» **Given information**
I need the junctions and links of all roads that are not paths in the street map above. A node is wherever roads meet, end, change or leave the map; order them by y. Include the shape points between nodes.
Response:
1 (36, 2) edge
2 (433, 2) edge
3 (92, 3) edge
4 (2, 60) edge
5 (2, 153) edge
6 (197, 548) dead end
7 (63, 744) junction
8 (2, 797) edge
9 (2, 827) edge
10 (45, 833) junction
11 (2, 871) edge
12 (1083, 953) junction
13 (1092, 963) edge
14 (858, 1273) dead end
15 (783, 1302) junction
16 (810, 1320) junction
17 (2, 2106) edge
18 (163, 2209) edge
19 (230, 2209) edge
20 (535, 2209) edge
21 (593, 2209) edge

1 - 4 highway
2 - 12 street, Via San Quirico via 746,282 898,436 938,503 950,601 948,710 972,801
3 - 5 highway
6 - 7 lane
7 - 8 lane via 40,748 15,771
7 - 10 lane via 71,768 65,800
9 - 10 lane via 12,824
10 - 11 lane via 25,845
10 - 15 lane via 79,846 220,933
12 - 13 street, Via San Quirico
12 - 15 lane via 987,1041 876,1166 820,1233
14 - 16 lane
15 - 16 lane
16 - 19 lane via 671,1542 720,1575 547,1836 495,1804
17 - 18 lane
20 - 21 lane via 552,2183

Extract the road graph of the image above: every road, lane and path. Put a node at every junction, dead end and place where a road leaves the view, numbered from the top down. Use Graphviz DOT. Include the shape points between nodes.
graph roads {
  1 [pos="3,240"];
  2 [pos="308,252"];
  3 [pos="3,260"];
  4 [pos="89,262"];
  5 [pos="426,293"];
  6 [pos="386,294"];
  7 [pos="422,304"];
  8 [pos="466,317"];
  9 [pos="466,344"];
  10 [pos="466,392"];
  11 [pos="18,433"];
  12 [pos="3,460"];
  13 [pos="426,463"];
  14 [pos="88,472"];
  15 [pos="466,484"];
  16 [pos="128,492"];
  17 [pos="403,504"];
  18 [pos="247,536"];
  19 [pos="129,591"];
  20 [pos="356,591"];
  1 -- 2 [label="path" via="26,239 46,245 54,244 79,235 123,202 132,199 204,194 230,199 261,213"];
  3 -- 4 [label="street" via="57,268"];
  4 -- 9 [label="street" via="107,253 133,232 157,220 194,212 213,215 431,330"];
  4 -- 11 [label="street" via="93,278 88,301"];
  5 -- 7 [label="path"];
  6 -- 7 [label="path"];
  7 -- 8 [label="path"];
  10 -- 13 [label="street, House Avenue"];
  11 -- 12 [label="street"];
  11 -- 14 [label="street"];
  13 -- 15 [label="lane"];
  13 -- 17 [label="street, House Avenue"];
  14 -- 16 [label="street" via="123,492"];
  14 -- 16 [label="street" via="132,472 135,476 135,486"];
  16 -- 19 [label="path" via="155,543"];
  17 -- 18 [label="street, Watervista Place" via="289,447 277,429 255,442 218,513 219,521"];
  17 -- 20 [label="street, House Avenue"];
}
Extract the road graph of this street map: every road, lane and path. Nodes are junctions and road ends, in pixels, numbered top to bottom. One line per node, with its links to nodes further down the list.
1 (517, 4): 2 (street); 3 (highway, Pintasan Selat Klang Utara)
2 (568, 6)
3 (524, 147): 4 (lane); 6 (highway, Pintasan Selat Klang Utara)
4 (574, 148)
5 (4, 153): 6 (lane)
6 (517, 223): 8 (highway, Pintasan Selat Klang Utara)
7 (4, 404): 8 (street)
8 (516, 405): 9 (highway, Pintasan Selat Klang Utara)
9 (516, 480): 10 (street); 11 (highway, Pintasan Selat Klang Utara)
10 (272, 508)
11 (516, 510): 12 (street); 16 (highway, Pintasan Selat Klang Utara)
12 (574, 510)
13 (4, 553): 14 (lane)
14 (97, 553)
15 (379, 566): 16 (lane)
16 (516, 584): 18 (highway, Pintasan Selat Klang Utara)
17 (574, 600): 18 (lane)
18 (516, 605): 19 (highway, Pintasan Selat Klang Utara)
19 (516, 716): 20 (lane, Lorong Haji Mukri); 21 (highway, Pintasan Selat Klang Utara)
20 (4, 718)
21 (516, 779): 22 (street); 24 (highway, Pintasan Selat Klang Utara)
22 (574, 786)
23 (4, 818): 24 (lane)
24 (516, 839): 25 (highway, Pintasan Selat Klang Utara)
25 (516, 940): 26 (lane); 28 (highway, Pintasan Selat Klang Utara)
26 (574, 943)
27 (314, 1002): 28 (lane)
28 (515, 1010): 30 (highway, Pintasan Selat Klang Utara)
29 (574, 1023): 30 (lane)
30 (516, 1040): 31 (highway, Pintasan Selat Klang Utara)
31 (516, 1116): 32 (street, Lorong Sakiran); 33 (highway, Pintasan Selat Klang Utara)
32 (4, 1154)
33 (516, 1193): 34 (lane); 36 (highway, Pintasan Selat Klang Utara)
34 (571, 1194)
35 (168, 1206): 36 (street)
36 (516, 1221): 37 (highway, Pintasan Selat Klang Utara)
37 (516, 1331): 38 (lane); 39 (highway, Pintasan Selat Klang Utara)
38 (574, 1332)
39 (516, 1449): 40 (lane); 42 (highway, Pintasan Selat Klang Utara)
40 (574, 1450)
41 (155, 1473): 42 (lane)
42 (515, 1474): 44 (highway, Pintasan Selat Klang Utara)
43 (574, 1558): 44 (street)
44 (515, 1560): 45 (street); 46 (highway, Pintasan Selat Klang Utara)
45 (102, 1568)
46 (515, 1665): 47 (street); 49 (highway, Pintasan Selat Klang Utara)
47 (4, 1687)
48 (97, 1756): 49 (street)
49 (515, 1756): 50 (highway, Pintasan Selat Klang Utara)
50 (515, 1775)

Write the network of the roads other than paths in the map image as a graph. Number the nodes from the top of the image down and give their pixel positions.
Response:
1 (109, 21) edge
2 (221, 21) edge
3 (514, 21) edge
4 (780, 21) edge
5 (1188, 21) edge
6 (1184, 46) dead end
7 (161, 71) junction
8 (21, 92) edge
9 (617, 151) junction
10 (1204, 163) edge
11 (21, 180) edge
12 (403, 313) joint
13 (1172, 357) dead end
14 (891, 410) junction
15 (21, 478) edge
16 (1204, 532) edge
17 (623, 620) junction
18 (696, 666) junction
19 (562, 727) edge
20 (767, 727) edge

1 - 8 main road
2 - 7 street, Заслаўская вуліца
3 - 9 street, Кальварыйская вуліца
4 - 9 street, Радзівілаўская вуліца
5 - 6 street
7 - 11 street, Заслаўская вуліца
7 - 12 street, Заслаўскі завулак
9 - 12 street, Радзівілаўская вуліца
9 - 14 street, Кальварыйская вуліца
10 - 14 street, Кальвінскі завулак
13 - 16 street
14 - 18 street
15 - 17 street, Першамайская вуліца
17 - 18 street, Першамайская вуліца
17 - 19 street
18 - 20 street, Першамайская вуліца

» **Instructions to follow**
Look over the material and return every line where the word "House" is found.

» **Result for this exercise**
  10 -- 13 [label="street, House Avenue"];
  13 -- 17 [label="street, House Avenue"];
  17 -- 20 [label="street, House Avenue"];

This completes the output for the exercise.